I was surrounded by other UCD radical students who had crowded into his hospitable home to plan how we would take forward our demands for the reform of UCD.
It was noisy, boisterous, serious and full of youthful energy. After I had made a forceful intervention, a loud question was asked by his wife, Joan, enquiring who I was!
Garret, and a number of other junior lecturers, sided with the broad coalition of radical students who wanted to transform the college, on our way to changing the world.
What has stayed with me ever since was his enthusiasm, energy and conviction that he was nearly always right. When challenged with a different opinion, he would absorb the bit with which he agreed, which he then owned, and proceed down his own path.
My generation of UCD students changed the way the college functioned and Garret was a key ally. In 1969, I asked him for a reference as I left the school of architecture. It was highly complimentary.
I still have it and read it out to the large group of friends and supporters gathered at his 75th birthday celebrations.
Dick Spring promoted me into the cabinet in 1983 and as labour minister I worked closely with Garret and others. Unlike now, there was little public understanding of our economic difficulties.
One Christmas, Con Howard and Bob Ryan reintroduced the rural Wren Boys on St Stephen's Day into urban Dublin and we departed from the Triangle in Ranelagh around the sedate streets of that suburb.
A startled garda, on duty outside the Taoiseach's house, did not recognise the labour minister in disguise looking for a penny for the wren. Garret was typically hospitable, and brought me in to give Season's Greetings to a bedridden Joan.
While drink was readily offered, the disorganised Garret could not find any change.
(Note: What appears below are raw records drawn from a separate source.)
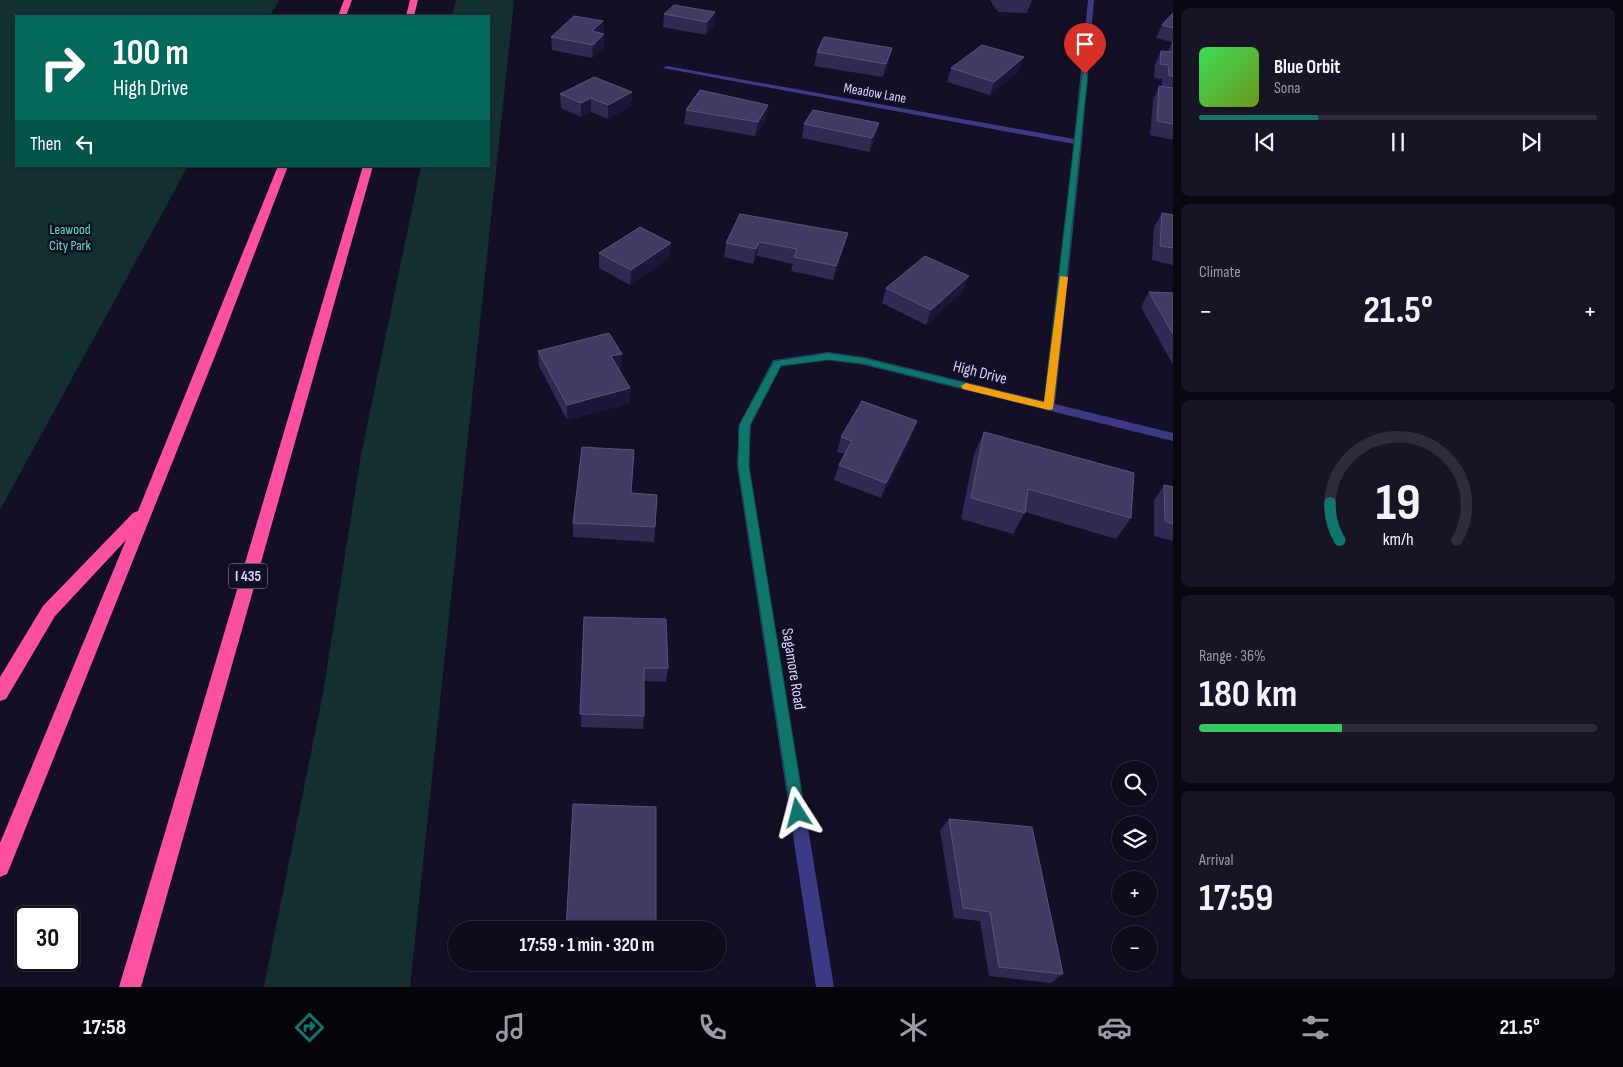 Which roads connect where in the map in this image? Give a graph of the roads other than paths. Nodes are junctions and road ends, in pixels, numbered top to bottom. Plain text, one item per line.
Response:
1 (348, 0) edge
2 (414, 0) edge
3 (1091, 0) edge
4 (342, 15) edge
5 (410, 15) edge
6 (667, 68) dead end
7 (1078, 142) junction
8 (283, 167) edge
9 (368, 167) edge
10 (778, 364) joint
11 (1049, 406) junction
12 (1173, 437) edge
13 (144, 511) junction
14 (0, 693) edge
15 (0, 867) edge
16 (130, 987) edge
17 (825, 987) edge

1 - 4 highway
2 - 5 highway
3 - 7 street
6 - 7 street, Meadow Lane
7 - 11 street
8 - 13 highway
9 - 16 highway, I 435
10 - 11 street, High Drive
10 - 17 street, Sagamore Road
11 - 12 street, High Drive
13 - 14 highway
13 - 15 highway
The serious, earnest, statistically obsessed public persona of the man never revealed the sense of fun and good humour he possessed.
Liz and I were unable to take up his offers to go on a group holiday with a wide range of friends, drawn from across all spectrums to spend August in his beloved France.
His constant intellectual curiosity was infectious and it explains the diversity and popularity of his Saturday newspaper column.
It is incredible to me how he continued to write it every week until quite recently, despite his many other demanding engagements.
Gemma Hussey rightly described how his cabinet seldom, if ever, was divided by voting as his long, sometimes shambolic, meetings went on and on.
But I have reason to be grateful for his support. I had brought forward a proposal to government to ban the importation of fruit from apartheid South Africa, which was a cause celebre in Ireland because of the Dunnes' workers strike.
The cabinet was divided evenly, along party lines, until his casting vote carried the day, and the strike was over.
Garret always had time to talk, was full of a new enthusiasm, and equally concerned about what I was doing. Naturally, we differed on many things, but on most -- like the North, Europe, pluralism and a social market economy -- we fundamentally agreed.
He was a kind of political father to me in the constituency which we shared for 19 years in the Dail. I loved him dearly and will miss him greatly.